Fun part was in my garage with the file and stones working the bevels.

I have to head out the door for club practice. (Archery League)
Will get back later this evening and try to post some pics.

Thanks for reading and chirping in.
I do value all your comments.

Regards,

- T
 
Well here are some pics of what I am up to.
58 RC for my bush wacking Tanto.
As I said I would be using it as an outdoors man blade.
Clearing saplings and splitting kindling with a wooden baton:)
1100_0243.JPG

BTW I'm not in that pic, but that's the environment where this blade with some weight would come in handy.

As of now I am just doing some polishing around some of the rads. I read that some deep scratches will be a darn thing to remove once hardened.
I'm hoping to find some nice stabilized wood scales from this outfit next week.
http://www.veddermountainhardwoods.com/

Thanks for looking!

- T

My Original Idea
tantod2.jpg

What it turned out to become.
d20205.jpg
 
Last edited:
Hacking branches and splitting wood would not be first on my list of things to do with a D2 knife. I think A2 would be a better choice, not that I'm necessarily a fan of it.

I don't know how I would have ever started making knives if I hadn't filled out my profile.
 
AcridSaint,

I was in such a rush to post my question that I neglected to fill out my profile.
It interesting to hear that people would dig around to find out more about your experience before replying. Kind of makes sense.
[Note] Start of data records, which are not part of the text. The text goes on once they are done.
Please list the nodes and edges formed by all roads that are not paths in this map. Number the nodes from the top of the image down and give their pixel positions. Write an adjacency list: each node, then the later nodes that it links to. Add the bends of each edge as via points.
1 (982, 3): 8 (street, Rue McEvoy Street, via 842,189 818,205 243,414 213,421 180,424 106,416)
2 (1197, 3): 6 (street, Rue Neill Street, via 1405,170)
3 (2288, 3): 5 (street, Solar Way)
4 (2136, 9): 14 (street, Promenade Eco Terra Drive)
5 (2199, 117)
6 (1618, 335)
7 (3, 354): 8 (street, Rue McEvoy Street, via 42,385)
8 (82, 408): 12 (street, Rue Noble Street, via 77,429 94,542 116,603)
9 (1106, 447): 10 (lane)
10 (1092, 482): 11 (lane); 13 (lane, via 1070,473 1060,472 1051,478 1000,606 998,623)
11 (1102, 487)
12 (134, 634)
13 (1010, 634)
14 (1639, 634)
I'll take a closer look at A2 for my next project blade. A Kukri Machete for some serious bushwacking strength. In hindsight, can see that the Tanto would not stand up very well to slashing due to the short reach of the blade. In truth I see it more of a combat knife (bears if I ever did have to use it, wouldn't believe how many I come across while trail riding) Maybe it would be better to take every ones suggestions and not try to destroy this blade by using it for the wrong purpose.
I'll change my bevel angles to something more useful. Right now I had it setup for around 40 degrees. I'm thinking 30 should do quite well for a decent cutting edge?

All in all it was a fun project and I had learned a lot about what blade smithing is all about.

- T
 
Looks like a nice and servicable knife. The HT should be for toughness over hardness, with a 58Rc target. Cryo would be benificial.
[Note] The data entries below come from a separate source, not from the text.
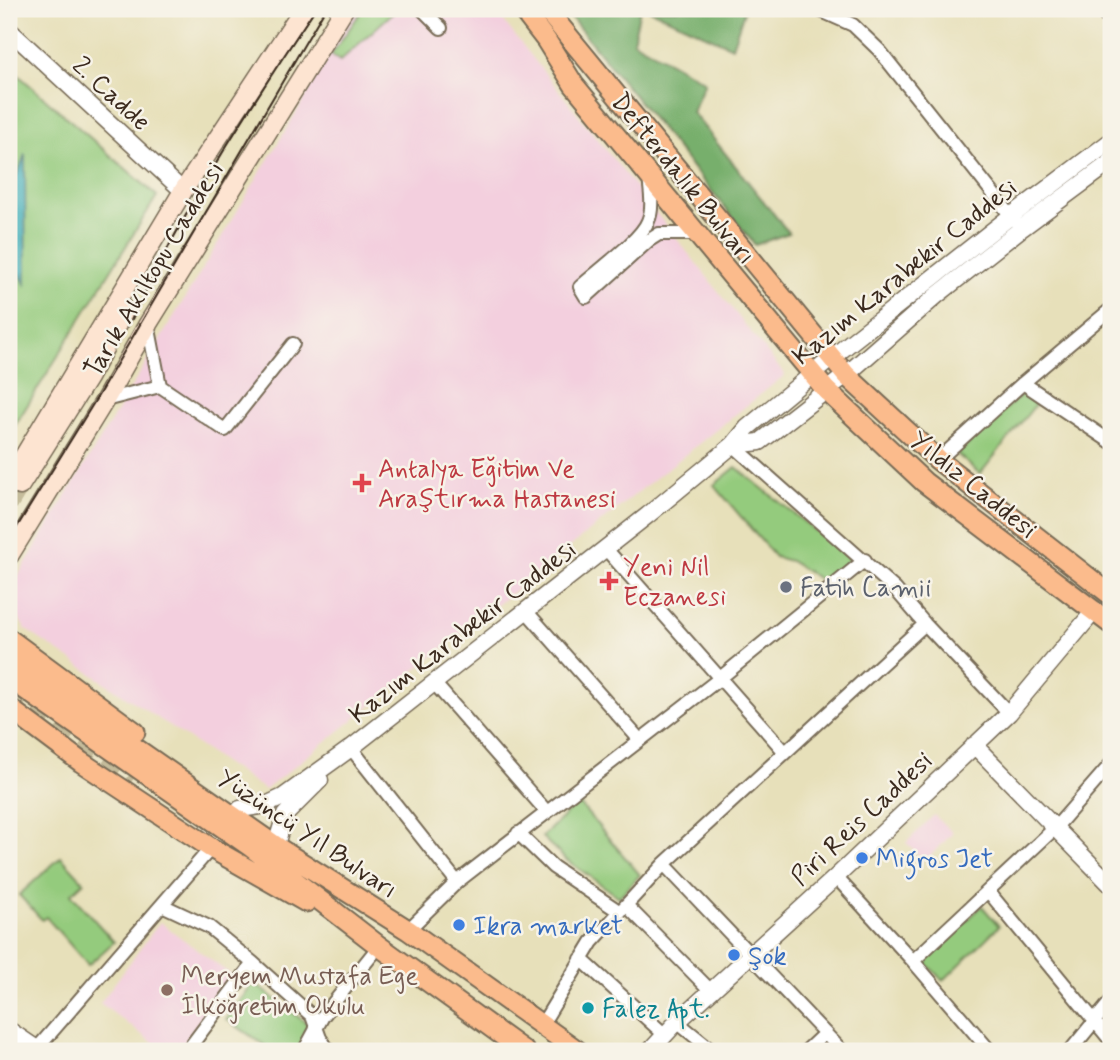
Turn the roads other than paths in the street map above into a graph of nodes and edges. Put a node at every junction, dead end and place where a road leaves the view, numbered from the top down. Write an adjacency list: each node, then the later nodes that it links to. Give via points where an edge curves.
1 (303, 9): 14 (main road, Tarık Akıltopu Caddesi)
2 (344, 9): 18 (main road, Tarık Akıltopu Caddesi)
3 (422, 9): 9 (street)
4 (522, 9): 13 (main road, Defterdalık Bulvarı, via 574,85)
5 (546, 9): 20 (main road, Defterdalık Bulvarı)
6 (817, 9): 15 (street, via 853,25 879,50)
7 (1102, 9): 8 (street)
8 (1111, 20)
9 (441, 28)
10 (9, 30): 14 (street, 2. Cadde)
11 (1111, 141): 15 (street, Kazım Karabekir Caddesi)
12 (1111, 162): 15 (street, Kazım Karabekir Caddesi)
13 (649, 176): 16 (main road, Defterdalık Bulvarı); 16 (street, via 649,220 641,233 580,287 586,297 659,234)
14 (183, 191): 29 (main road, Tarık Akıltopu Caddesi)
15 (1016, 222): 20 (street, Kazım Karabekir Caddesi); 21 (street, Kazım Karabekir Caddesi)
16 (695, 234): 22 (main road, Defterdalık Bulvarı)
17 (1111, 309): 23 (street)
18 (148, 324): 24 (street); 25 (main road, Tarık Akıltopu Caddesi)
19 (293, 344): 24 (street, via 225,430)
20 (831, 360): 21 (main road, Yıldız Caddesi); 22 (street, Kazım Karabekir Caddesi)
21 (846, 375): 22 (street, Kazım Karabekir Caddesi); 28 (main road, Yıldız Caddesi)
22 (820, 382): 27 (street, Kazım Karabekir Caddesi, via 747,428); 34 (main road, Yıldız Caddesi, via 924,482)
23 (1023, 383): 26 (street); 28 (street)
24 (160, 386): 25 (street)
25 (105, 400): 31 (main road, Tarık Akıltopu Caddesi)
26 (1111, 442)
27 (733, 445): 30 (street, Kazım Karabekir Caddesi); 32 (street)
28 (939, 460): 33 (main road, Yıldız Caddesi)
29 (14, 484)
30 (606, 549): 35 (street, Kazım Karabekir Caddesi); 41 (street)
31 (9, 556)
32 (865, 560): 36 (street); 41 (street)
33 (1109, 588)
34 (1095, 610): 37 (main road, Yıldız Caddesi); 44 (street, Piri Reis Caddesi)
35 (527, 612): 42 (street, Kazım Karabekir Caddesi); 45 (street)
36 (925, 624): 44 (street); 48 (street)
37 (1111, 624)
38 (9, 639): 51 (main road)
39 (9, 660): 64 (main road, Yüzüncü Yıl Bulvarı)
40 (9, 678): 66 (main road, Yüzüncü Yıl Bulvarı, via 251,847)
41 (719, 679): 45 (street); 48 (street)
42 (435, 684): 47 (street, Kazım Karabekir Caddesi); 52 (street)
43 (9, 708): 56 (main road)
44 (1009, 713): 46 (street, Piri Reis Caddesi)
45 (639, 739): 52 (street)
46 (974, 745): 53 (street); 58 (street, Piri Reis Caddesi)
47 (351, 748): 51 (street, via 283,797); 55 (street, via 285,815); 59 (street)
48 (785, 752): 57 (street)
49 (1111, 764): 53 (street)
50 (132, 780): 66 (main road)
51 (240, 809): 55 (main road)
52 (546, 811): 54 (street)
53 (1056, 827): 60 (street); 61 (street)
54 (518, 833): 59 (street); 63 (street, via 553,867)
55 (278, 838): 64 (main road)
56 (211, 848): 62 (street); 66 (main road)
57 (664, 864): 63 (street); 67 (street)
58 (836, 877): 67 (street, Piri Reis Caddesi); 69 (street)
59 (457, 882): 65 (street)
60 (1111, 885)
61 (988, 891): 69 (street); 74 (street)
62 (162, 905): 70 (street, via 209,927); 81 (street)
63 (623, 909): 68 (street); 71 (street)
64 (378, 912): 65 (main road, Yüzüncü Yıl Bulvarı)
65 (408, 930): 75 (main road, Yüzüncü Yıl Bulvarı)
66 (372, 940): 76 (street); 85 (main road, Yüzüncü Yıl Bulvarı)
67 (750, 956): 71 (street, Piri Reis Caddesi); 78 (street)
68 (581, 959): 75 (street); 79 (street)
69 (913, 961): 91 (street)
70 (253, 963): 76 (street, via 312,1016); 82 (street)
71 (711, 991): 73 (street, Piri Reis Caddesi)
72 (1111, 1001): 74 (street)
73 (677, 1022): 79 (street, Piri Reis Caddesi); 88 (street)
74 (1095, 1022): 80 (street); 92 (street)
75 (541, 1026): 86 (main road, Yüzüncü Yıl Bulvarı)
76 (317, 1028): 83 (street); 84 (street)
77 (9, 1030): 81 (street)
78 (825, 1033): 89 (street); 90 (street)
79 (665, 1035): 87 (street, Piri Reis Caddesi)
80 (1111, 1041)
81 (38, 1051)
82 (187, 1051)
83 (304, 1051)
84 (329, 1051)
85 (524, 1051)
86 (578, 1051)
87 (650, 1051)
88 (713, 1051)
89 (806, 1051)
90 (842, 1051)
91 (990, 1051)
92 (1070, 1051)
The blade shape is "American Tanto", BTW. An actual tanto blade has a kissaki that curves up to the tip from the yotote, not angular like the American version. Most true tanto look more like a fillet knife or a boner.

A machete or similar shape knife would be a better choice for clearing brush. And you can't get more durable or utilitarian than the Smachette.
 
Bladsmth,

I'll try to keep it tough at 58 RC and skip the zonal tempering.
Truth be told I did play around at one point at the early stage shaping a kissaki but did not quite like the overall look of the blade. The angular length of the blade did not blend the curve well enough.

I have 2 machetes already and find their design not too easy to carry while riding and they do not slash very well IMO.
Smachette has now got me curious as a cat. I'll do a search and try a sketch or two.